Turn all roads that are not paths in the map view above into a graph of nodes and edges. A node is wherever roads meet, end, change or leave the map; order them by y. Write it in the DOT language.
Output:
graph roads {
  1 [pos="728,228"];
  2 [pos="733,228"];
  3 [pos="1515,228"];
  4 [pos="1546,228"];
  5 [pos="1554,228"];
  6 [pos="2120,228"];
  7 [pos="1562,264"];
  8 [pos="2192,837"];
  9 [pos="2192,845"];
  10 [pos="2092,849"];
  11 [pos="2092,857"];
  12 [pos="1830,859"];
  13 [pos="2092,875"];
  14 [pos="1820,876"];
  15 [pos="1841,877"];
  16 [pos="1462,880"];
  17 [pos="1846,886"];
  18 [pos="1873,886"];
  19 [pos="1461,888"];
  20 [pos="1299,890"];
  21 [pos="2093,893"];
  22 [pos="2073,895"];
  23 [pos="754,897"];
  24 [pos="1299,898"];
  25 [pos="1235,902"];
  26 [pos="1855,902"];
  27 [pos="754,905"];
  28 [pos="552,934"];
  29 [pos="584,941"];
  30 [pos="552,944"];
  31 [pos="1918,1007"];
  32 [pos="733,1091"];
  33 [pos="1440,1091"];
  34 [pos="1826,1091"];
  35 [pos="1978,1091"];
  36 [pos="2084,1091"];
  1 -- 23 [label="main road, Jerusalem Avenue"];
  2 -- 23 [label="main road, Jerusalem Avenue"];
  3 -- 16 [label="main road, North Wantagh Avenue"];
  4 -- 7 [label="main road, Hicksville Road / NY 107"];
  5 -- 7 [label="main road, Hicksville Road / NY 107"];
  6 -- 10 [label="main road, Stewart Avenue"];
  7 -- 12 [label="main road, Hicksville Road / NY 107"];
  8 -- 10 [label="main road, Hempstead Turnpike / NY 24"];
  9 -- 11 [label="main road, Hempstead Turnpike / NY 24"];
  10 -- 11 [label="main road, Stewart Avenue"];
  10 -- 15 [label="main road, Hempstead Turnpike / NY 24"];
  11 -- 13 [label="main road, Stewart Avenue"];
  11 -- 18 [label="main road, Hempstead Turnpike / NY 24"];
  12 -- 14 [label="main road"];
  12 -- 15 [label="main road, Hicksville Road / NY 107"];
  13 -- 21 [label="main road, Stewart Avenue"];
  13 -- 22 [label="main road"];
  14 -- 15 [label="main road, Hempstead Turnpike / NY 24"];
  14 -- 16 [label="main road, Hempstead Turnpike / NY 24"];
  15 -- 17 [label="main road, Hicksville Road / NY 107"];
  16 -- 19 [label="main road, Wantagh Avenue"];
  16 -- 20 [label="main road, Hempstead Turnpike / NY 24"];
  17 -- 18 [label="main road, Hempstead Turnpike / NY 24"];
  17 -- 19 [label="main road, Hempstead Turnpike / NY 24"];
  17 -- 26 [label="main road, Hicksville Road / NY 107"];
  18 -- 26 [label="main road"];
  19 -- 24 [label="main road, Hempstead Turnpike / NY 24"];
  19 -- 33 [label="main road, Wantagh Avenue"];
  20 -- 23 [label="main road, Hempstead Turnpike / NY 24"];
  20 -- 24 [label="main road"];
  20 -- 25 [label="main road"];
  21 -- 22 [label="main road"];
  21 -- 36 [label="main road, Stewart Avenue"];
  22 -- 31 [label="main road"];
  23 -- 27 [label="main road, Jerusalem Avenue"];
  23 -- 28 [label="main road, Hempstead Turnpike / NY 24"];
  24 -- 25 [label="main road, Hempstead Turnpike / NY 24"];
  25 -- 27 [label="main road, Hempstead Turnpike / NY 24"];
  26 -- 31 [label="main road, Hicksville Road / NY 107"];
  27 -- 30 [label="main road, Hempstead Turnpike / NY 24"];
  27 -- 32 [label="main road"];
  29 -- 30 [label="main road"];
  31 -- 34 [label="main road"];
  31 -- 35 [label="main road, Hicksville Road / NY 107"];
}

__________

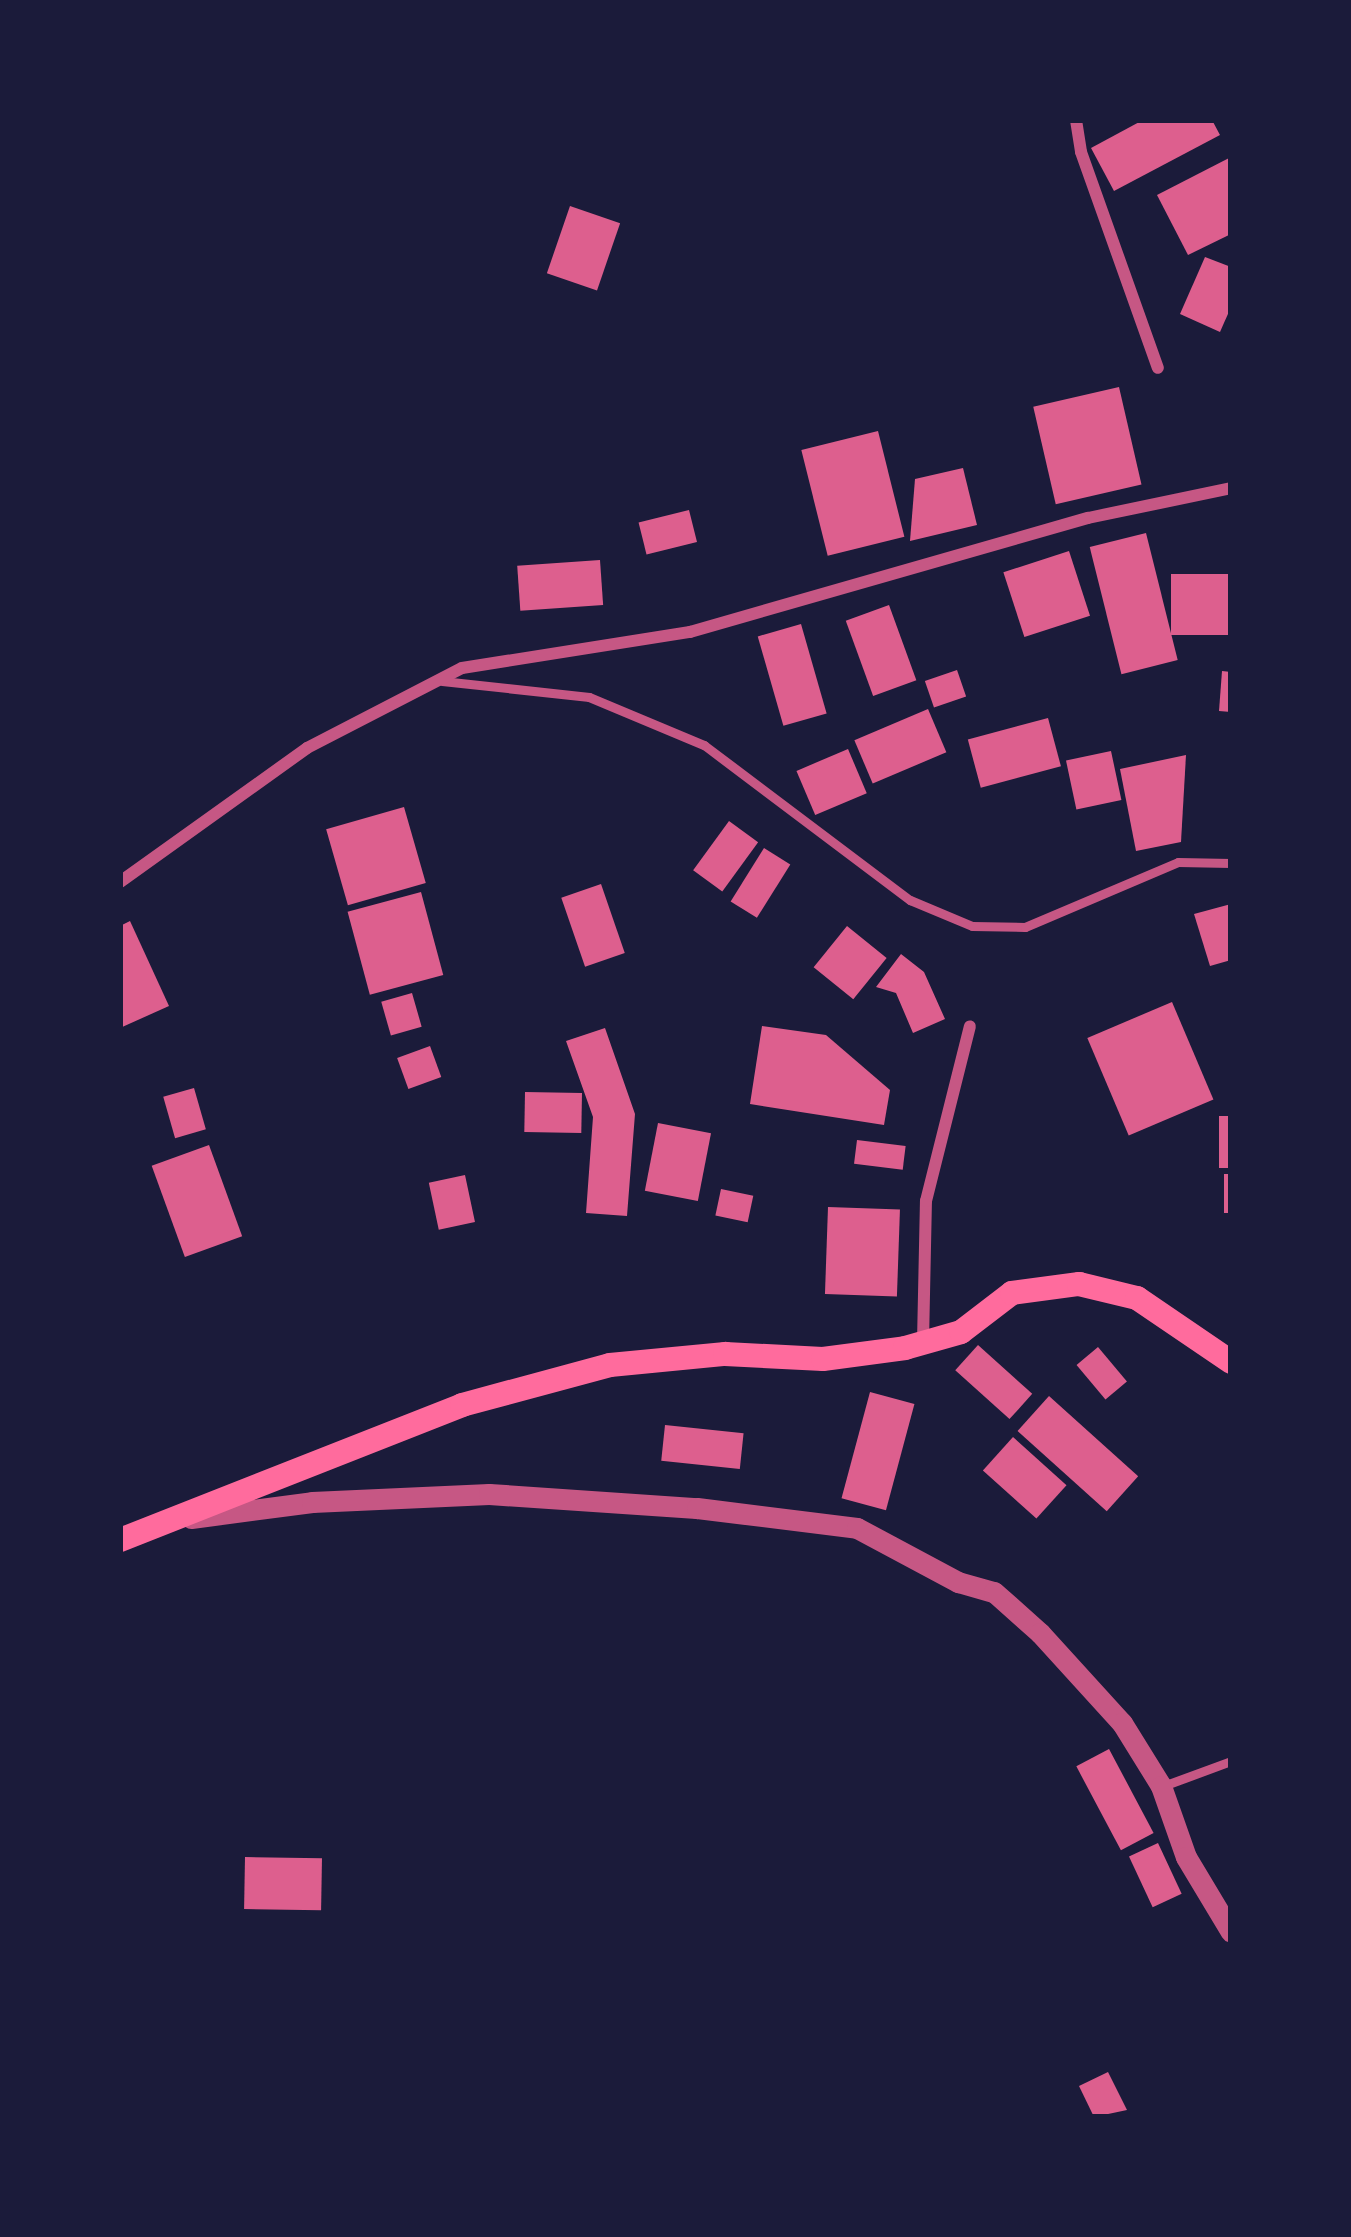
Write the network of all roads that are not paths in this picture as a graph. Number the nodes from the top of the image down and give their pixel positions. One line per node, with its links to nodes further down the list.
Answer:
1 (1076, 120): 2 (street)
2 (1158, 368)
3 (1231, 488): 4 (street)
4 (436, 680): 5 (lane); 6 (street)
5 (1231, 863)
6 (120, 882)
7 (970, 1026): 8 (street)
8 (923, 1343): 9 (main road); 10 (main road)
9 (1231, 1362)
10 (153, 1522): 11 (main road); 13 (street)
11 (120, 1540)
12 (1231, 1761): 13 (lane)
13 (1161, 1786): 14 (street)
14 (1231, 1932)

__________

**EXERCISE DETAILS**
To answer, report how many lines of the listing contain the word "node", as a number with nothing else.

**RESULT BELOW**
2